US Patent and Trademark Office Director John Squires signaled an eagerness to encourage patenting AI innovations by striking down a tribunal’s line of reasoning he warned would render much of the technology unprotectable.
“Categorically excluding AI innovations from patent protection in the United States jeopardizes America’s leadership in this critical emerging technology,” Squires said in a ruling issued Sept. 26, four days after he was sworn in.
His opinion vacated part of a Patent Trial and Appeal Board’s decision affirming denial of an application covering training machine learning models, assigned to
The opinion is a signpost that Squires plans to do his “absolute best” to leverage AI and continue the “larger US agenda and business purpose” of pushing innovation in the technology, said Bryce Barcelo of Barcelo Law PLLC.
“This is his drawing a line in the sand to say that his patent office will not categorically reject patent applications which are drawn to AI, and any attempt to do so will be met with a swift pen directly from his hand,” Barcelo said.
Squires has previously voiced his interest in broadening patent eligibility, including during his Senate confirmation hearing. Section 101 of the Patent Act allows “any new and useful process, machine, manufacture, or composition of matter” to be patented. Laws of nature, mathematical concepts, algorithms, and other abstract ideas aren’t patentable, which sometimes poses a problem for software-related inventions.
That’s why Squires’ decision is encouraging for AI inventors, attorneys said. The director criticized the original PTAB panel’s patent-eligibility analysis, saying it “essentially equated any machine learning with an unpatentable ‘algorithm.’”
“The fact that he chose to issue this opinion in the first week of his administration signaled that he finds patent eligibility something important to focus on and perhaps reform,” said Kevin Schubert, a principal at McKool Smith.

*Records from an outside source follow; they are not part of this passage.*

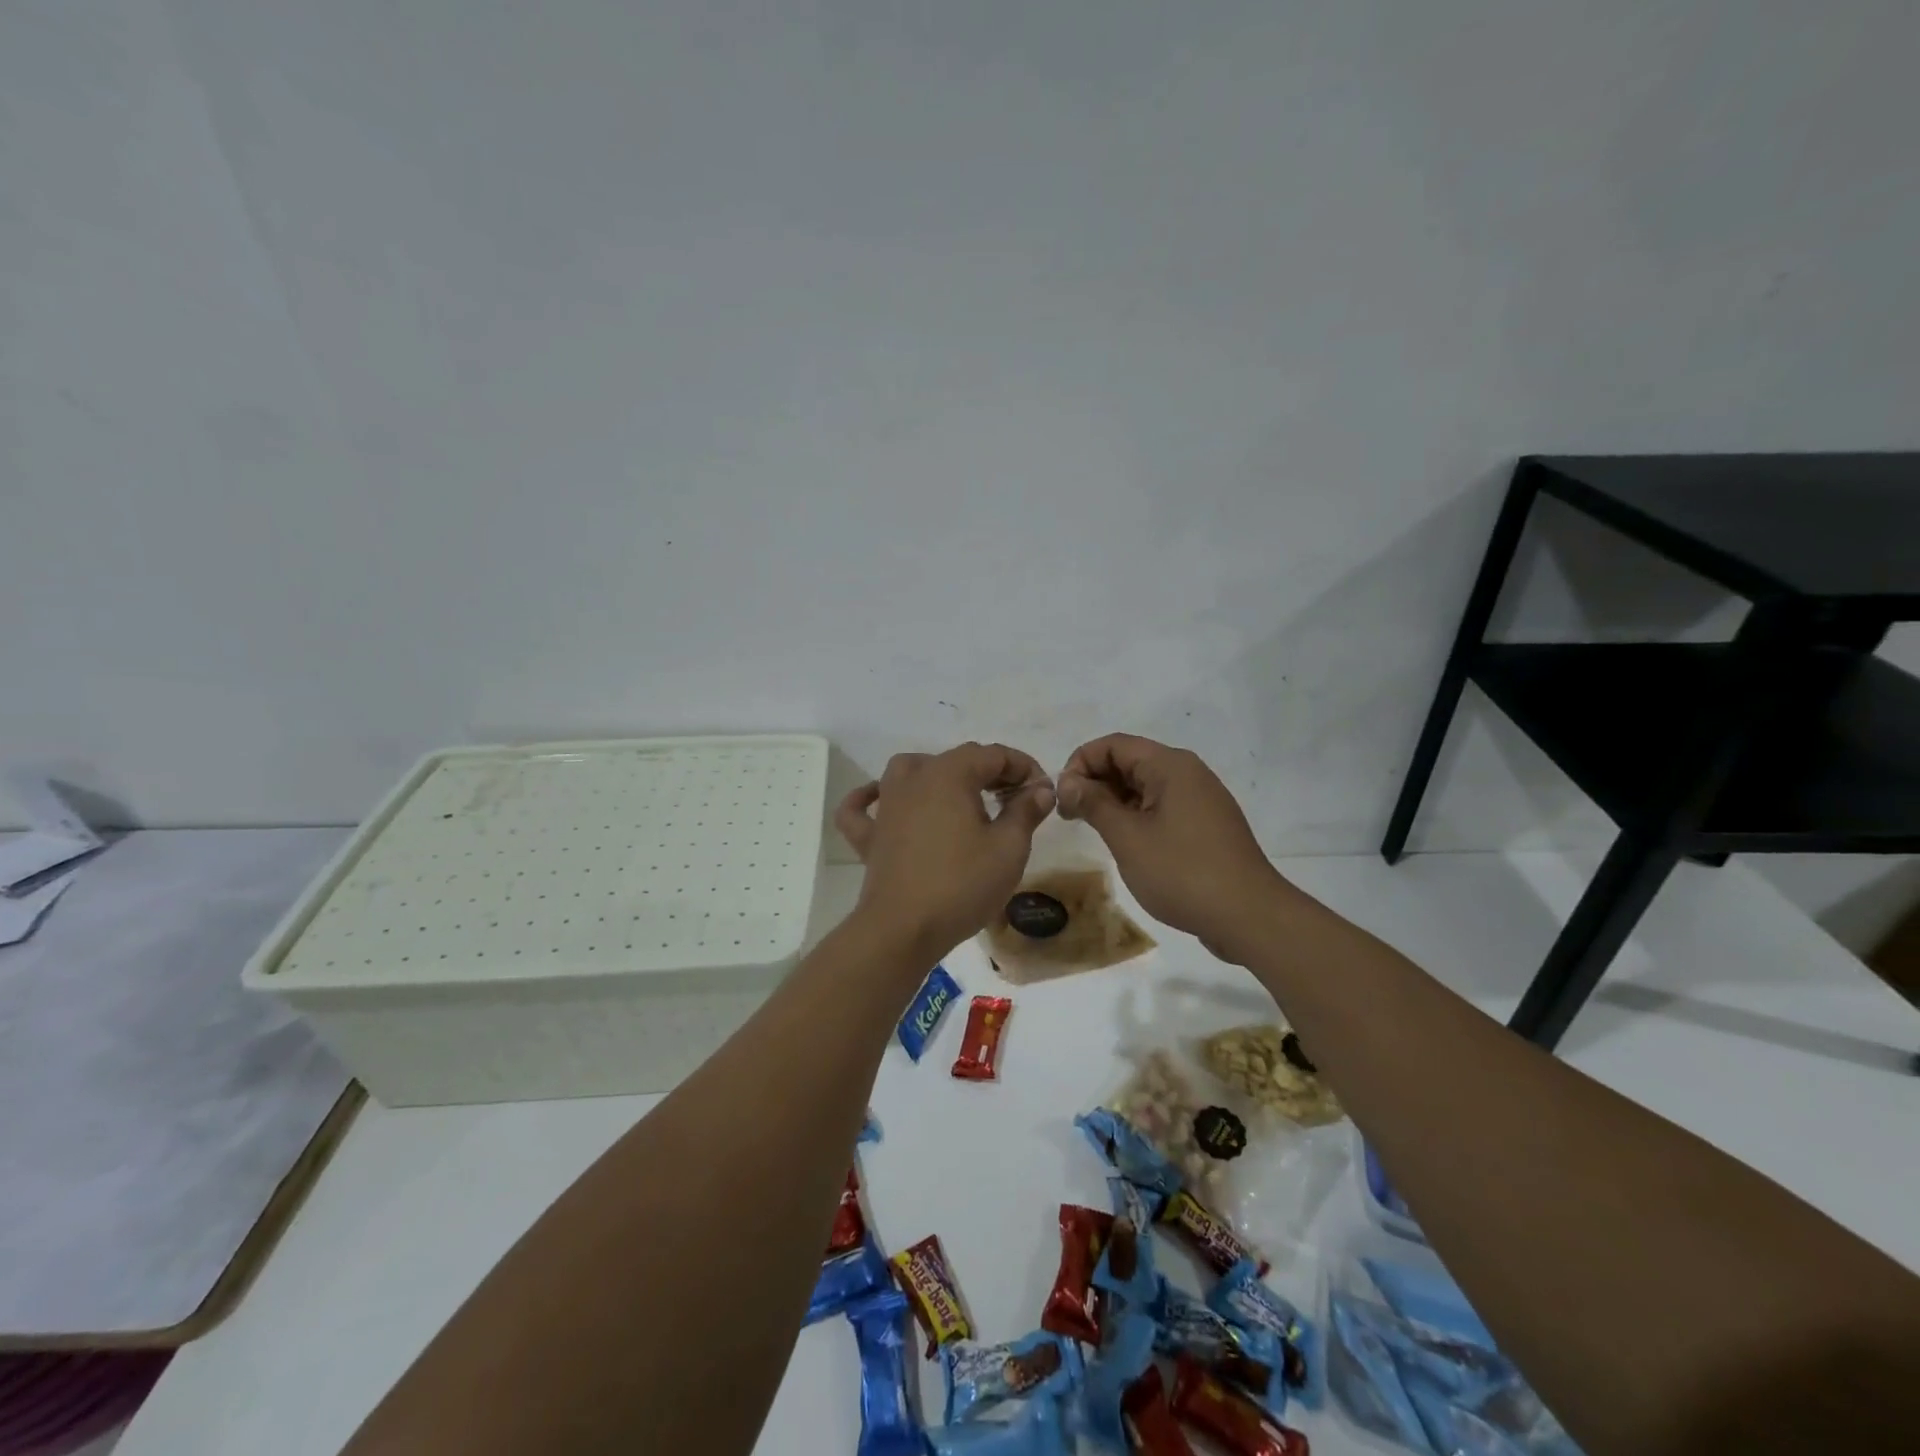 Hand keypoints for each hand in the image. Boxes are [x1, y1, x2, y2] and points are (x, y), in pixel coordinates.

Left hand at [834, 743, 1055, 959]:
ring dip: (937, 774)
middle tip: (1016, 800)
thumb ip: (1025, 811)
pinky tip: (882, 800)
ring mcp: (887, 806)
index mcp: (950, 774)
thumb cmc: (962, 884)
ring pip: (909, 770)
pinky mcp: (870, 836)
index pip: (993, 755)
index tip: (1042, 791)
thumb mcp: (1009, 848)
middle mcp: (914, 778)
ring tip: (960, 795)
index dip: (1023, 767)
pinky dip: (871, 799)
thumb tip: (1040, 789)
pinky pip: (863, 807)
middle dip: (991, 773)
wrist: (903, 929)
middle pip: (956, 760)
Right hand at [1056, 734, 1280, 960]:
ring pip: (1145, 785)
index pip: (1114, 744)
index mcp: (1170, 766)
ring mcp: (1201, 799)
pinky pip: (1163, 806)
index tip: (1062, 796)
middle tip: (1070, 815)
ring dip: (1114, 800)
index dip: (1080, 763)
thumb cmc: (1182, 872)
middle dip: (1095, 781)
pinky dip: (1137, 815)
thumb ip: (1094, 803)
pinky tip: (1125, 842)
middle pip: (1130, 761)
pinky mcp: (1206, 824)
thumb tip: (1067, 781)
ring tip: (1093, 830)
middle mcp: (1188, 773)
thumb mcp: (1127, 837)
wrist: (1249, 916)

The move fits with the Trump administration’s broad push for policies to boost US dominance in AI, including its call for an acceleration of AI innovation in an action plan released in July.

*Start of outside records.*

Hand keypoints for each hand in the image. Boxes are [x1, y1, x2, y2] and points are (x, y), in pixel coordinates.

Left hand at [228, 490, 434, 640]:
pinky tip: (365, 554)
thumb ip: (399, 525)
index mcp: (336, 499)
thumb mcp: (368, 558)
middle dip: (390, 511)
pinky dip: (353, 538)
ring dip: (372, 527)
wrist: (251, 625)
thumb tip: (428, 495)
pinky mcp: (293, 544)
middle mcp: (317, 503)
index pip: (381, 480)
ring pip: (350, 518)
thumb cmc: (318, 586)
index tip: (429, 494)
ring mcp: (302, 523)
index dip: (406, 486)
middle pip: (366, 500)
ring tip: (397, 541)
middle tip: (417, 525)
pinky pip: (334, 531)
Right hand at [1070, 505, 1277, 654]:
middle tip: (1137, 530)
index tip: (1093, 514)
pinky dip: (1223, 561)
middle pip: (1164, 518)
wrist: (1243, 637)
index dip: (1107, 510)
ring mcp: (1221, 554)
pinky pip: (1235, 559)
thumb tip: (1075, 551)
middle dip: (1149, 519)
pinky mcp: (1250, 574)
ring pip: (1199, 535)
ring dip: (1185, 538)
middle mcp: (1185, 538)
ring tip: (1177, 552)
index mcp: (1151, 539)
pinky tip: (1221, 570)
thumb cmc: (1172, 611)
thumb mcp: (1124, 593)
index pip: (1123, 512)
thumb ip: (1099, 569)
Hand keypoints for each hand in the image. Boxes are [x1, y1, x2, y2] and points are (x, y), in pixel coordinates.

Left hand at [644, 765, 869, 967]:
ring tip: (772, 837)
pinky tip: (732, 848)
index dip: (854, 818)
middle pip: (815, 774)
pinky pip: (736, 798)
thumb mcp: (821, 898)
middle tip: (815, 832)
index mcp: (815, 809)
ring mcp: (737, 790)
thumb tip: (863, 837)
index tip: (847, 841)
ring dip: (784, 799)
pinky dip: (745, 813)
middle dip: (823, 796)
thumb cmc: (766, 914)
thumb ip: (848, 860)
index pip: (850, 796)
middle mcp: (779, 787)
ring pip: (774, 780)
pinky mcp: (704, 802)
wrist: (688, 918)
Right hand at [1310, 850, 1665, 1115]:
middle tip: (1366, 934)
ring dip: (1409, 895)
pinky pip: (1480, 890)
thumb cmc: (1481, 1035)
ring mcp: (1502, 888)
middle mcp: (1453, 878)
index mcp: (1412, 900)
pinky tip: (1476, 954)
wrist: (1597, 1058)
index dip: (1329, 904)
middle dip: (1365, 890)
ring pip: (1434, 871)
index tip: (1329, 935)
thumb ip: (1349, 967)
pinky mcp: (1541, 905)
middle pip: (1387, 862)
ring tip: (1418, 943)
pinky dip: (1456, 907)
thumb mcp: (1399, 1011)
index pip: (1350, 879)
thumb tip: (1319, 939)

It also aligns with the PTO’s activity in other technological fields. An agency spokesperson pointed to the first two patents Squires issued in his tenure—one covering cryptocurrency technology, and the other medical diagnostics—and said the AI decision is “squarely in line” with them.
Squires said during a signing ceremony for those two patents that the PTO is “open for business—especially for the technologies of tomorrow.”
AI Patent Eligibility
The patent examiner’s rejection of the application from inventor Guillaume Desjardins and five others turned on a separate question of patentability: the obviousness of the invention. On appeal, the PTAB affirmed that rejection and added reasoning that the invention wasn’t in an eligible category for patenting. Squires vacated that portion of the decision while allowing the other justifications for the rejection to stand.
He said the case demonstrates how other sections of patent law beyond eligibility—including how “novel” or “nonobvious” the invention is—are the “traditional and appropriate tools to limit patent protection to its proper scope.”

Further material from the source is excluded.